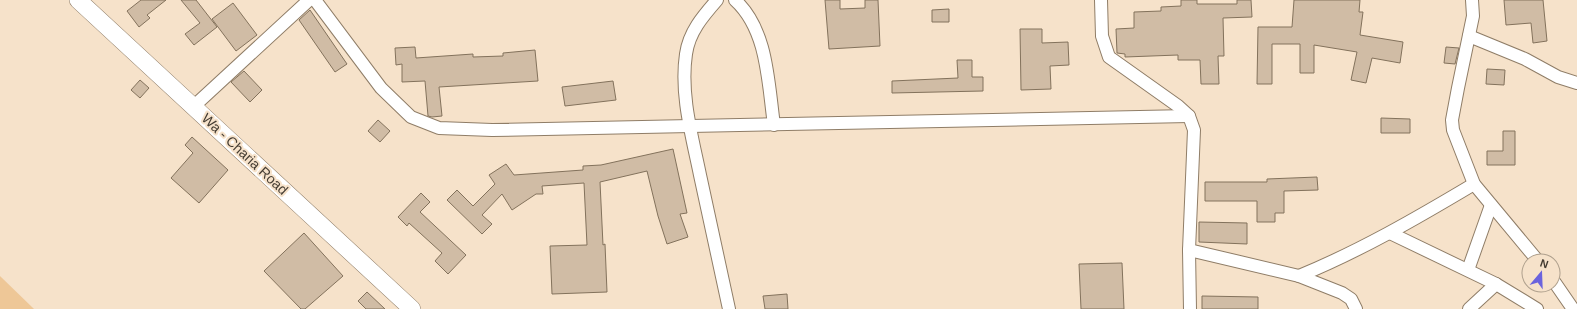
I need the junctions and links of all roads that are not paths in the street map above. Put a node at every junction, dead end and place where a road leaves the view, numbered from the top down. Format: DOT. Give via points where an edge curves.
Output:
graph roads {
  1 [pos="78,0"];
  2 [pos="310,0"];
  3 [pos="315,0"];
  4 [pos="717,0"];
  5 [pos="1101,0"];
  6 [pos="1472,0"];
  7 [pos="739,2"];
  8 [pos="1469,36"];
  9 [pos="1577,83"];
  10 [pos="193,107"];
  11 [pos="1189,116"];
  12 [pos="774,125"];
  13 [pos="690,126"];
  14 [pos="1474,184"];
  15 [pos="1491,205"];
  16 [pos="1390,233"];
  17 [pos="1189,250"];
  18 [pos="1531,253"];
  19 [pos="1468,270"];
  20 [pos="1299,276"];
  21 [pos="1496,284"];
  22 [pos="1561,292"];
  23 [pos="412,309"];
  24 [pos="729,309"];
  25 [pos="1190,309"];
  26 [pos="1356,309"];
  27 [pos="1469,309"];
  28 [pos="1537,309"];
  29 [pos="1573,309"];
  1 -- 10 [label="street, Wa - Charia Road"];
  2 -- 10 [label="street"];
  3 -- 13 [label="street" via="382,88 411,117 439,128 492,130"];
  4 -- 13 [label="street" via="701,18 690,37 686,53 684,76"];
  5 -- 11 [label="street" via="1102,36 1109,57"];
  6 -- 8 [label="street" via="1473,16"];
  7 -- 12 [label="street" via="756,28 765,60"];
  8 -- 9 [label="street" via="1525,59 1558,77"];
  8 -- 14 [label="street" via="1452,120 1453,130"];
  10 -- 23 [label="street, Wa - Charia Road"];
  11 -- 12 [label="street"];
  11 -- 17 [label="street" via="1194,130"];
  12 -- 13 [label="street"];
  13 -- 24 [label="street"];
  14 -- 15 [label="street"];
  14 -- 16 [label="street"];
  15 -- 18 [label="street"];
  15 -- 19 [label="street"];
  16 -- 19 [label="street"];
  16 -- 20 [label="street" via="1339,260"];
  17 -- 20 [label="street"];
  17 -- 25 [label="street"];
  19 -- 21 [label="street"];
  20 -- 26 [label="street" via="1342,293 1352,299"];
  21 -- 27 [label="street"];
  21 -- 28 [label="street"];
  22 -- 29 [label="street"];
}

▶ **WHAT YOU SHOULD DO**
With the images excluded, all entries are to be given again exactly.

▶ **EXPECTED OUTPUT**
I need the junctions and links of all roads that are not paths in the street map above. Put a node at every junction, dead end and place where a road leaves the view, numbered from the top down. Format: DOT. Give via points where an edge curves.
Output:
graph roads {
  1 [pos="78,0"];
  2 [pos="310,0"];
  3 [pos="315,0"];
  4 [pos="717,0"];
  5 [pos="1101,0"];
  6 [pos="1472,0"];
  7 [pos="739,2"];
  8 [pos="1469,36"];
  9 [pos="1577,83"];
  10 [pos="193,107"];
  11 [pos="1189,116"];
  12 [pos="774,125"];
  13 [pos="690,126"];
  14 [pos="1474,184"];
  15 [pos="1491,205"];
  16 [pos="1390,233"];
  17 [pos="1189,250"];
  18 [pos="1531,253"];
  19 [pos="1468,270"];
  20 [pos="1299,276"];
  21 [pos="1496,284"];
  22 [pos="1561,292"];
  23 [pos="412,309"];
  24 [pos="729,309"];
  25 [pos="1190,309"];
  26 [pos="1356,309"];
  27 [pos="1469,309"];
  28 [pos="1537,309"];
  29 [pos="1573,309"];
  1 -- 10 [label="street, Wa - Charia Road"];
  2 -- 10 [label="street"];
  3 -- 13 [label="street" via="382,88 411,117 439,128 492,130"];
  4 -- 13 [label="street" via="701,18 690,37 686,53 684,76"];
  5 -- 11 [label="street" via="1102,36 1109,57"];
  6 -- 8 [label="street" via="1473,16"];
  7 -- 12 [label="street" via="756,28 765,60"];
  8 -- 9 [label="street" via="1525,59 1558,77"];
  8 -- 14 [label="street" via="1452,120 1453,130"];
  10 -- 23 [label="street, Wa - Charia Road"];
  11 -- 12 [label="street"];
  11 -- 17 [label="street" via="1194,130"];
  12 -- 13 [label="street"];
  13 -- 24 [label="street"];
  14 -- 15 [label="street"];
  14 -- 16 [label="street"];
  15 -- 18 [label="street"];
  15 -- 19 [label="street"];
  16 -- 19 [label="street"];
  16 -- 20 [label="street" via="1339,260"];
  17 -- 20 [label="street"];
  17 -- 25 [label="street"];
  19 -- 21 [label="street"];
  20 -- 26 [label="street" via="1342,293 1352,299"];
  21 -- 27 [label="street"];
  21 -- 28 [label="street"];
  22 -- 29 [label="street"];
}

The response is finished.